Raw data:
++++++++++++++++++++

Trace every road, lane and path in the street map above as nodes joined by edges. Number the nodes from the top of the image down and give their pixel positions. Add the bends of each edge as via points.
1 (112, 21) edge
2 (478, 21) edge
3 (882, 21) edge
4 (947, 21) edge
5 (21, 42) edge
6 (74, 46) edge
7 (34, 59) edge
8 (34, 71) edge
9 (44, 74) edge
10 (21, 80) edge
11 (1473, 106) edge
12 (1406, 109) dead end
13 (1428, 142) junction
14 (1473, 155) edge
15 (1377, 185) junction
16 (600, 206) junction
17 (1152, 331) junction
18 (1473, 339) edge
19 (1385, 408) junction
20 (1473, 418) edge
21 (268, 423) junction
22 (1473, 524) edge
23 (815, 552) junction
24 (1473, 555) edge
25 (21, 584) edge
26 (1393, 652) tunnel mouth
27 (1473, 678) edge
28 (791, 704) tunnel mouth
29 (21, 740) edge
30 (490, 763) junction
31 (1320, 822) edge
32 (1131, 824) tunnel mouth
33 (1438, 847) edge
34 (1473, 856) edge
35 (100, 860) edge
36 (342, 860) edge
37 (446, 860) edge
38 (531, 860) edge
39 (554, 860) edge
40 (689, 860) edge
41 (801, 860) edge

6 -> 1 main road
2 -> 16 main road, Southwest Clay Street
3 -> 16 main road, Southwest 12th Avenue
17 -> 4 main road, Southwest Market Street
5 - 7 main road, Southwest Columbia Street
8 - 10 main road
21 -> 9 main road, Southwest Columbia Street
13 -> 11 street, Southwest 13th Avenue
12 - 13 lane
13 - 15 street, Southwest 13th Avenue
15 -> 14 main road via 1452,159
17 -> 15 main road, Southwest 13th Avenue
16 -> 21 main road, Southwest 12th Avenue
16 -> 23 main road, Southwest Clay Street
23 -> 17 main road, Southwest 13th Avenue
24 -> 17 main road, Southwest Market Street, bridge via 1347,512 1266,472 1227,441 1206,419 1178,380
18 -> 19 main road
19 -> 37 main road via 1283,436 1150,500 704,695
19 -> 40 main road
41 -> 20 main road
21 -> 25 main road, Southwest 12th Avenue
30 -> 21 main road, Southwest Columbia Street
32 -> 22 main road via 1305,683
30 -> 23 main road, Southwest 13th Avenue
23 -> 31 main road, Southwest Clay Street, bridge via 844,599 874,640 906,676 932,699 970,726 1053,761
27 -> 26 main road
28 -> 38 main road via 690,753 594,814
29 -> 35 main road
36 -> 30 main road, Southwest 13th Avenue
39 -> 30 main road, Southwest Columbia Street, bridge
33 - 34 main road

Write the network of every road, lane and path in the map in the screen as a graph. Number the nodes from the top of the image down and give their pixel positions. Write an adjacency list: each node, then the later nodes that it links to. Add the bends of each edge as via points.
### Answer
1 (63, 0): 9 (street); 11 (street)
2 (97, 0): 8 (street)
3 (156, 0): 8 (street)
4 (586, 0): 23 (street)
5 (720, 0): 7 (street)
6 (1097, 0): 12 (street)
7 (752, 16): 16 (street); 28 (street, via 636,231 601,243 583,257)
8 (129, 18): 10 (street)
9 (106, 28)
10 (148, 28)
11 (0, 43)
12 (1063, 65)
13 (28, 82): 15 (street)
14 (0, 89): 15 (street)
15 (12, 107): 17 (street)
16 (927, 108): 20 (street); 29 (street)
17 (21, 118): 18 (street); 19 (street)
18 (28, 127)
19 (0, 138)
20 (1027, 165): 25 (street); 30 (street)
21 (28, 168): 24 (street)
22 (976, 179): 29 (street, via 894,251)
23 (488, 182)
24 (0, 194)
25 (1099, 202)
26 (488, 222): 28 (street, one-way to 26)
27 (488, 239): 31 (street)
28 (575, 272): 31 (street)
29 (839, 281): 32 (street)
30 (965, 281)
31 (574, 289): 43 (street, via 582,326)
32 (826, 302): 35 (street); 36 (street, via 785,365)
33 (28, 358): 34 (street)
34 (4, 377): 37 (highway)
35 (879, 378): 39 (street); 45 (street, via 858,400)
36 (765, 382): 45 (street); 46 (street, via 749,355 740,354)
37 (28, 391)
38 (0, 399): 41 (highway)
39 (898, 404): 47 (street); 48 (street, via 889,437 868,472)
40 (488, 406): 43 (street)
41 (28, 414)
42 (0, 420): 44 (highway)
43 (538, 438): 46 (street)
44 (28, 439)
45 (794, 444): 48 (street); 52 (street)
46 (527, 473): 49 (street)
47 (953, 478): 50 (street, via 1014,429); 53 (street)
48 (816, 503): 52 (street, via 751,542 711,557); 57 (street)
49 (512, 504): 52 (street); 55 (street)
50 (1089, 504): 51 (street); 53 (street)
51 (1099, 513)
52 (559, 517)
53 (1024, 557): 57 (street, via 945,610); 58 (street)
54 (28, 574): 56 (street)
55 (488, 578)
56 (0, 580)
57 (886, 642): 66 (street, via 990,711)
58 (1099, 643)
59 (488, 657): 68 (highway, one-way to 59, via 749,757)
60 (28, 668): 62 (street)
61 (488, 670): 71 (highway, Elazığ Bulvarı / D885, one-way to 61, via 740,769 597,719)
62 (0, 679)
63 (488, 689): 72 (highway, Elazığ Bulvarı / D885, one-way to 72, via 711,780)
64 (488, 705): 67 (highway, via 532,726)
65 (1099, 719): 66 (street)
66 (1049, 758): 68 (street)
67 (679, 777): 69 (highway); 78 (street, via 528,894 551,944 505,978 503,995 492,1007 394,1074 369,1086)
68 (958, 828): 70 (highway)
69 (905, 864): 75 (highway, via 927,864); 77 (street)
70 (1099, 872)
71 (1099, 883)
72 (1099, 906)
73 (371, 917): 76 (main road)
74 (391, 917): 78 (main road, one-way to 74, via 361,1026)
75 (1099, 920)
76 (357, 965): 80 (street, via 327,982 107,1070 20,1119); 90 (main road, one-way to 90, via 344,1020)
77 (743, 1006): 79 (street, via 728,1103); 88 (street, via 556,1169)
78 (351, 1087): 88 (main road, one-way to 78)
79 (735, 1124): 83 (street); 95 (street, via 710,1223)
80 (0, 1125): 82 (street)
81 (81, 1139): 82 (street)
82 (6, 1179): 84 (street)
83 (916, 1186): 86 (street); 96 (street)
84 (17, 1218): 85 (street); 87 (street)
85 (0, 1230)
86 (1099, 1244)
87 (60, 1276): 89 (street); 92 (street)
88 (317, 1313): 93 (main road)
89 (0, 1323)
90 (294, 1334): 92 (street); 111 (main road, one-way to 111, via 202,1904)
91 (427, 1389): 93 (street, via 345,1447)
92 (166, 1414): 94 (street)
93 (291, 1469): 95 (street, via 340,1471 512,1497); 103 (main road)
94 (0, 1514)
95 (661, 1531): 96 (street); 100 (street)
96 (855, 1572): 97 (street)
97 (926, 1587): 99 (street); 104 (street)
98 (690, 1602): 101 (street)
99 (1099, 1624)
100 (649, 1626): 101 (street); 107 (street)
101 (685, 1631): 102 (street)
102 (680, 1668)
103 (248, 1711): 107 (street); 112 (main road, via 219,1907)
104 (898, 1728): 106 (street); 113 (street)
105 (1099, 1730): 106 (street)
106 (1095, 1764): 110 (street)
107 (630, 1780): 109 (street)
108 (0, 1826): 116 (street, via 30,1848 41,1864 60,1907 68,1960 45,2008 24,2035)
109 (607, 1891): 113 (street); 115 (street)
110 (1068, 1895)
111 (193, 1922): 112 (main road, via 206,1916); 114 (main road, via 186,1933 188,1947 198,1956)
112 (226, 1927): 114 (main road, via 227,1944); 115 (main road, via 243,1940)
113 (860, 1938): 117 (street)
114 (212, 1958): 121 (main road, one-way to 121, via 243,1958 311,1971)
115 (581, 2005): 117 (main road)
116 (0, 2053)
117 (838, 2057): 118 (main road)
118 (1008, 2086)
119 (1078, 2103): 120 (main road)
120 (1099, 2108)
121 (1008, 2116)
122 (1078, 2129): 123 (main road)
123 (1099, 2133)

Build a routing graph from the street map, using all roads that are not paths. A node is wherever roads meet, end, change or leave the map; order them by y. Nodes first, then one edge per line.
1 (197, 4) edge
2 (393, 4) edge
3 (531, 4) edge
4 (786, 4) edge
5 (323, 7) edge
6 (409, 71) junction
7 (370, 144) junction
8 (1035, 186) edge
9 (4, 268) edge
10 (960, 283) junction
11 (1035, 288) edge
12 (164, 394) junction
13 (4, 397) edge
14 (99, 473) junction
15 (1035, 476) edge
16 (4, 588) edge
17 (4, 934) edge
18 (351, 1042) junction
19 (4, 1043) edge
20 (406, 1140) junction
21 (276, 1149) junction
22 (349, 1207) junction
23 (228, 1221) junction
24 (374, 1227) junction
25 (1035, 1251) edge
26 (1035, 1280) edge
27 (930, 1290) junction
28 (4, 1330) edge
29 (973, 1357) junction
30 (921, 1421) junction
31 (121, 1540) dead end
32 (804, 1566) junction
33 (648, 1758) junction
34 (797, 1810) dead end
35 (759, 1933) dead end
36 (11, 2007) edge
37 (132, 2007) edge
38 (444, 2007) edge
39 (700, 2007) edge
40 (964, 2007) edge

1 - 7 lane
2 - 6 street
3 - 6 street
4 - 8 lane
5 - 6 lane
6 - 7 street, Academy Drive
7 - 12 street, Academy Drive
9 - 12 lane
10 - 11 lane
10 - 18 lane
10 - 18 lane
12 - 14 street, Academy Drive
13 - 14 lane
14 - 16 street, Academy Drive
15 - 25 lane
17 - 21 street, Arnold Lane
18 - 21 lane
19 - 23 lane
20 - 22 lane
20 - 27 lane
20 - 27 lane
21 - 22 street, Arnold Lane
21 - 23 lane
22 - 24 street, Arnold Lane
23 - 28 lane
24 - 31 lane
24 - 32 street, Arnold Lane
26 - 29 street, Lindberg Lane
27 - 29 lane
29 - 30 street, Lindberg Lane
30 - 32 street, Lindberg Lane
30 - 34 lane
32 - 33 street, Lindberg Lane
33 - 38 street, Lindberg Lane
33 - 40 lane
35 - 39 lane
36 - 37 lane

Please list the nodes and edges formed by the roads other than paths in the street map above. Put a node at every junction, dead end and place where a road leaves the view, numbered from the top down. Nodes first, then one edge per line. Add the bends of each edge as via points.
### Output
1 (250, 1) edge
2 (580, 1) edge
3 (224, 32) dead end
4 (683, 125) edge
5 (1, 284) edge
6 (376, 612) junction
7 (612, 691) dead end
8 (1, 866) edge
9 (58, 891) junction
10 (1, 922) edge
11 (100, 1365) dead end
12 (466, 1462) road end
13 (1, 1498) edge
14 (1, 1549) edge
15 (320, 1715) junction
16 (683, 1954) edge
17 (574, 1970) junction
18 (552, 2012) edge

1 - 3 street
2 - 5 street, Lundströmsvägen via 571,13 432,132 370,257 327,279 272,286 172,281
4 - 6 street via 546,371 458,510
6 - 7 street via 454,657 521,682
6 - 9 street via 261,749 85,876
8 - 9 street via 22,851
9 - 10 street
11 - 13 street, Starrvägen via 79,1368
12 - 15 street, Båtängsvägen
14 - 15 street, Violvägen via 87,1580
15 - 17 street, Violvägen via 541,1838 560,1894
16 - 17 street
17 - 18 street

++++++++++++++++++++

Task description: Count up the lines containing "Academy" in the listing above, then write that number and stop.

Solution for this task: 4